TASK GOAL
Using the records below, give the number of lines where the string "Cellular" shows up. Add nothing to it.

Data items
#####

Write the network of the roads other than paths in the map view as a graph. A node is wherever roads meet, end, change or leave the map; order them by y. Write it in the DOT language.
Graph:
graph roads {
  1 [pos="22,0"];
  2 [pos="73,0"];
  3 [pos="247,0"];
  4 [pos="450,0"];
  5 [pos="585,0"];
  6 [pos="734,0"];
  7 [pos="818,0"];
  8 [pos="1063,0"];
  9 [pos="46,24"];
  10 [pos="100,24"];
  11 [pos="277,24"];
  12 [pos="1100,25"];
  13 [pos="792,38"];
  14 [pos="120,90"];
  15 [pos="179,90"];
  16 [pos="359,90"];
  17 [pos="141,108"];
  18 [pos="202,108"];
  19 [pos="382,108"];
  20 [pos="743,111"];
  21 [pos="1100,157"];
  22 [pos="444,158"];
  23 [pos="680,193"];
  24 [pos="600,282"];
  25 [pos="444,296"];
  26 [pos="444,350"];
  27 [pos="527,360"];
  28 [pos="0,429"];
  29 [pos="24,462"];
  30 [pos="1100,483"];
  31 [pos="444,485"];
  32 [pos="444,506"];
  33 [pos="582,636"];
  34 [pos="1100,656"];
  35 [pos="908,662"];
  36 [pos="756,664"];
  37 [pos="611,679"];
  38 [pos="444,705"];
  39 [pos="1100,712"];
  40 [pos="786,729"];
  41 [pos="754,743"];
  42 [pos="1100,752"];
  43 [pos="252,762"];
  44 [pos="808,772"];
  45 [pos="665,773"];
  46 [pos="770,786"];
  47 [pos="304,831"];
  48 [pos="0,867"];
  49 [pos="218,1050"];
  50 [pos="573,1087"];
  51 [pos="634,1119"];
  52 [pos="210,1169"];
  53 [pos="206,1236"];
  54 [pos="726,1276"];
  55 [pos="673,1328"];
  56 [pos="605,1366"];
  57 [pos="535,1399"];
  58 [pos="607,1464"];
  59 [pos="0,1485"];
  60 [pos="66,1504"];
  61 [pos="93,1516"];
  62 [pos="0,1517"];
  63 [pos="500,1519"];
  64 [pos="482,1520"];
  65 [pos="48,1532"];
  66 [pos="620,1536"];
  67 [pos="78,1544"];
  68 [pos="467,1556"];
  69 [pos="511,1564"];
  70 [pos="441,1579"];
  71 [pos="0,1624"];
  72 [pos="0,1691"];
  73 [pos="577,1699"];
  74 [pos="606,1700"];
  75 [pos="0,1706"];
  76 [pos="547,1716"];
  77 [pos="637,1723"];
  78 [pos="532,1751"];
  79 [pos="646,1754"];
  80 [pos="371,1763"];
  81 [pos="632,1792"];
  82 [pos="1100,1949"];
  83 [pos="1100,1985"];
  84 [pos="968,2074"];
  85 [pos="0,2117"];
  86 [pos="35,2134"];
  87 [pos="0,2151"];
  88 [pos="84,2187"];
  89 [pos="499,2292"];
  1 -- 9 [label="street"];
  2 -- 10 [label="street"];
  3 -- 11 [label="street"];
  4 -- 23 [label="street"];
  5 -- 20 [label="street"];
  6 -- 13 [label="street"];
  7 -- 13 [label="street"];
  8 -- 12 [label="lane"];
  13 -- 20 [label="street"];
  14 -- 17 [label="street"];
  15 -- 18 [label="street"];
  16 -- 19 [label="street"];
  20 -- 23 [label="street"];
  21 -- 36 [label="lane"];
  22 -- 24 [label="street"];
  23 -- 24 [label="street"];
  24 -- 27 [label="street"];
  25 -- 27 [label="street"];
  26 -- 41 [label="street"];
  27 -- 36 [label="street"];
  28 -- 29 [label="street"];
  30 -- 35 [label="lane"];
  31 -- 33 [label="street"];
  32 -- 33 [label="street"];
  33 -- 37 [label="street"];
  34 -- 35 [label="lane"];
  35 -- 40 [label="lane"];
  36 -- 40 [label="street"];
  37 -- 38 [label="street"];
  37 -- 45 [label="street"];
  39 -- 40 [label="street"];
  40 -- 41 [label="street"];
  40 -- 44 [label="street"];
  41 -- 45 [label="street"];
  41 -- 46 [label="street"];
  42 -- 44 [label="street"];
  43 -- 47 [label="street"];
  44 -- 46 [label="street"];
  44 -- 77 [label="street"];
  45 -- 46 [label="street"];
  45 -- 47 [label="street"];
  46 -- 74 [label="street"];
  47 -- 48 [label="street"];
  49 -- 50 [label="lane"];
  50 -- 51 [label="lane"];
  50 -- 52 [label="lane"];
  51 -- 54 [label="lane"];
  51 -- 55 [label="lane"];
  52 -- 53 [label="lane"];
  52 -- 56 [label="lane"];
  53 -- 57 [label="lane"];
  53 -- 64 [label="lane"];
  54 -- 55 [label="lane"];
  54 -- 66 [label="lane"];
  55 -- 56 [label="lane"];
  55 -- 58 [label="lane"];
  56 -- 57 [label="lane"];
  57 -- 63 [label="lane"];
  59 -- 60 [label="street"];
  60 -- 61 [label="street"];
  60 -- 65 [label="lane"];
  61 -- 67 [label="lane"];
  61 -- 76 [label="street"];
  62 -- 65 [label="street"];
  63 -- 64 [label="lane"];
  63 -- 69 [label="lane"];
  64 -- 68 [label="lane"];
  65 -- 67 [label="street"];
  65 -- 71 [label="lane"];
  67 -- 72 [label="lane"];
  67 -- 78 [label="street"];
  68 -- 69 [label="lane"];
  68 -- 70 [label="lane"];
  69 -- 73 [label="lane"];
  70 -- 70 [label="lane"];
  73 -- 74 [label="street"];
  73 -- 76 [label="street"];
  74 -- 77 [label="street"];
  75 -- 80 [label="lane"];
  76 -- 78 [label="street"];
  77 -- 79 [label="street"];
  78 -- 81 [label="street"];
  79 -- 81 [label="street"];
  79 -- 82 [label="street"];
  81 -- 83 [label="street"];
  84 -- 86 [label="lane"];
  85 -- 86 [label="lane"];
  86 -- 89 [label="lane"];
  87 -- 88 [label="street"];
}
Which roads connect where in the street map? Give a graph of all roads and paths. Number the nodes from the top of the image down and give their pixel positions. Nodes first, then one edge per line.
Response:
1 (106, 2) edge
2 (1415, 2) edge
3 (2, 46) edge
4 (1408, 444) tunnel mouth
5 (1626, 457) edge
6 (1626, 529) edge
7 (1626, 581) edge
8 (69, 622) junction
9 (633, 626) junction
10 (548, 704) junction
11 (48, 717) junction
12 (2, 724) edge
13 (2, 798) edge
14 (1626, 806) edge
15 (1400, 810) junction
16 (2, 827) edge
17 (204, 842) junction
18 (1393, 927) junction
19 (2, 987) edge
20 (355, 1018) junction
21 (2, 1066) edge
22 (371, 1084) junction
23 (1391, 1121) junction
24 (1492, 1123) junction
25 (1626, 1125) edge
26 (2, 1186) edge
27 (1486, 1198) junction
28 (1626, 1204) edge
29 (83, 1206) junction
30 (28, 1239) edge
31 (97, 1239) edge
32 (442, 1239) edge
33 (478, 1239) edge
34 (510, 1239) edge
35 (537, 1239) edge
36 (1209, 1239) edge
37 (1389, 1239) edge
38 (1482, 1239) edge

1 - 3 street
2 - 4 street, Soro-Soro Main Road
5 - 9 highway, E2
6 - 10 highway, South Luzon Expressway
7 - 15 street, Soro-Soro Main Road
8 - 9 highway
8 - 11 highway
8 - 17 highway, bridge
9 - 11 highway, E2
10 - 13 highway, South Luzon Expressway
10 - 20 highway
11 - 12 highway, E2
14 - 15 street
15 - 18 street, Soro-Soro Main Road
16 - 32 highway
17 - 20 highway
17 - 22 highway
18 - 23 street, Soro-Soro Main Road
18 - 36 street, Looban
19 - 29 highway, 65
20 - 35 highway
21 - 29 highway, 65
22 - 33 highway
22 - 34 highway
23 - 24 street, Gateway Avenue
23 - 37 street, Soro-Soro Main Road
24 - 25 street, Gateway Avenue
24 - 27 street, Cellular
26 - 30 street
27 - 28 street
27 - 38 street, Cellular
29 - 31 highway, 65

#####

SOLUTION FOR THIS PROBLEM
2